The nation’s worse period of racial violence ensued. Of the violence Frederick Douglass wrote, “If American conscience were only half alive, if the American church and clergy were only half christianized, if American moral sensibility were not hardened by persistent infliction of outrage and crime against colored people, a scream of horror, shame and indignation would rise to Heaven … Alas!, even crime has power to reproduce itself and create conditions favorable to its own existence. It sometimes seems we are deserted by earth and Heaven–yet we must still think, speak, and work, and trust in the power of a merciful God for final deliverance.”  Since that period, African Americans have been the constant victims of extralegal killings, whether at the hands of the police or their devotees. From Maceo Snipes to Emmett Till, the one constant that keeps these killings going is the assurance that the courts will acquit the accused. Therefore, we continue to get angry at the police, the lynchers, or the ugly racist when what we really need to do is reform a racist judicial system that consistently vindicates the accused if the victim is black and the defendant is white. I suspect that if police, racists, or others really feared that they would be held responsible for their actions, they would think twice about whether it was worth choking a man over a counterfeit $20 bill, shooting a 12-year-old boy over a fake gun, shooting Trayvon because he walked through a white neighborhood, murdering a 26-year-old because he jogged through your community, murdering a woman in her house playing video games with her nephew, or murdering a sleeping EMT.

So how do we reform the system?  Let me suggest a few modifications.  First, we must reform the laws to ensure that police are subject to the same use of force standards as the public. Secondly, the laws have to be changed so that police are no longer allowed to just stop people without a legally defensible reason. African Americans must become much more active on juries. Next, the Supreme Court must remember its role. The courts speak for those who are voiceless. They must maintain their objectivity and protect the unprotected. Lastly, juries have to see the victims as them. Juries have to be able to put themselves in the victim’s shoes. Whites see police officers as protectors, while African Americans see policemen as enforcers of an unjust society. Therefore, when police face juries, the juries have to see both sides.

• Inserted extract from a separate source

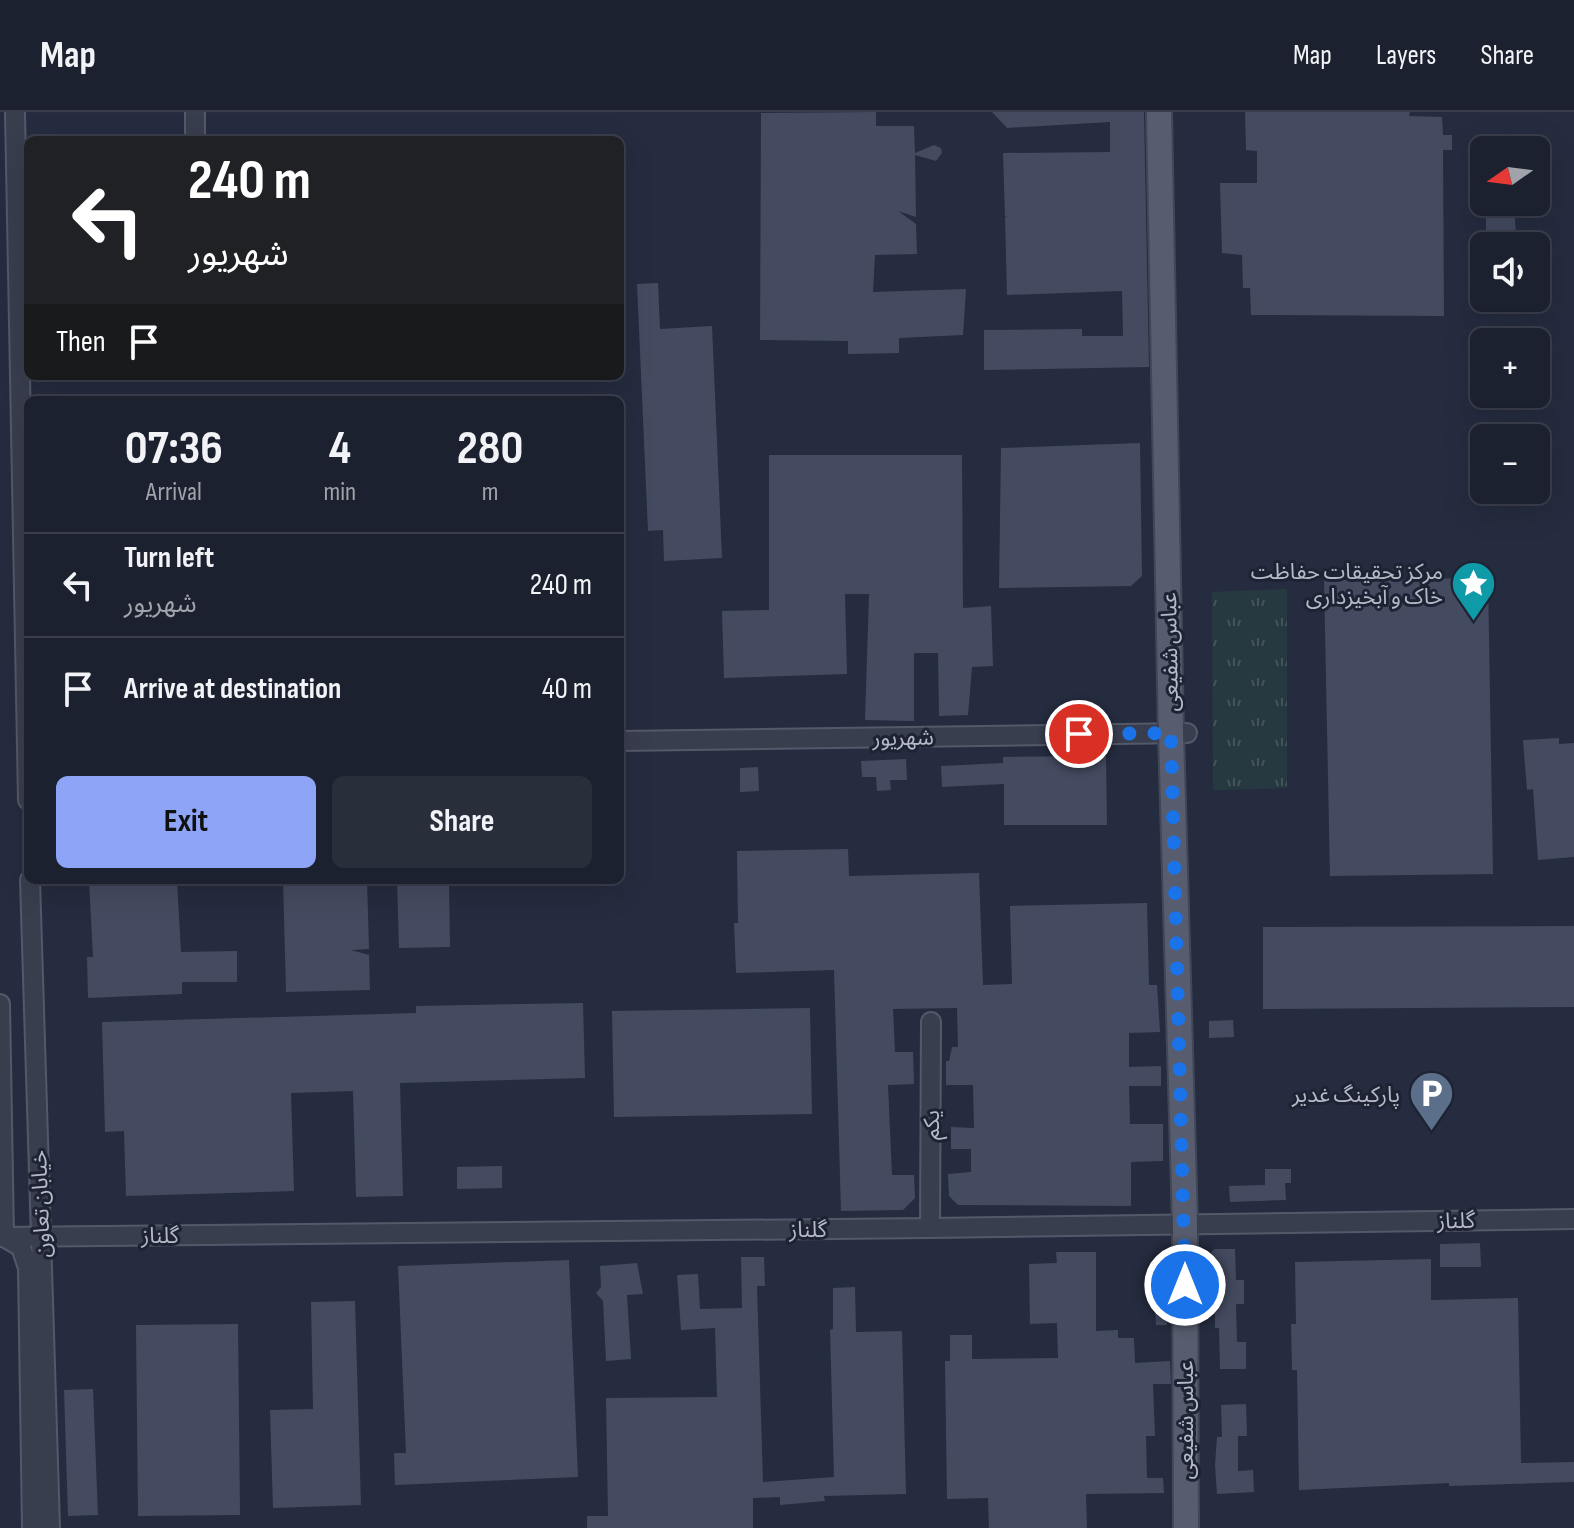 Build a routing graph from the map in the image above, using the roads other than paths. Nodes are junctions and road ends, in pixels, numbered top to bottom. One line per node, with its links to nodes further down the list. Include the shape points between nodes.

I suspect that we would see dramatic reductions in these crimes if those who were horrified by them would mobilize.  If the politicians who are so concerned about law would spend half of that energy on justice, we could solve this problem.  But, as Frederick Douglass wrote, “But alas! even crime has power to reproduce itself and create conditions favorable to its own existence.” So, I say protest against police violence, make your speeches, say your prayers, remove your statues, change your building names, and make your resolutions. I applaud all of those who have demonstrated their outrage and participated in protest activities demanding change. Nevertheless, until and unless our courts are ready to hold those responsible who wantonly kill our brothers and sisters, we are just experiencing a recurring bad dream. Those in power know that if the law applied equally to all and if everyone had unfettered access to the franchise, it would mean a real realignment of power in this nation and challenge to their power and privilege. So, I suspect we will rearrange the furniture, change the drapes, fulminate and yet nothing meaningful will change. As a historian, I fear that after these rallies and protests end, we will go back to “American normal”—that is, back to this same bad dream.

Please America, reach into your soul and prove me wrong this time!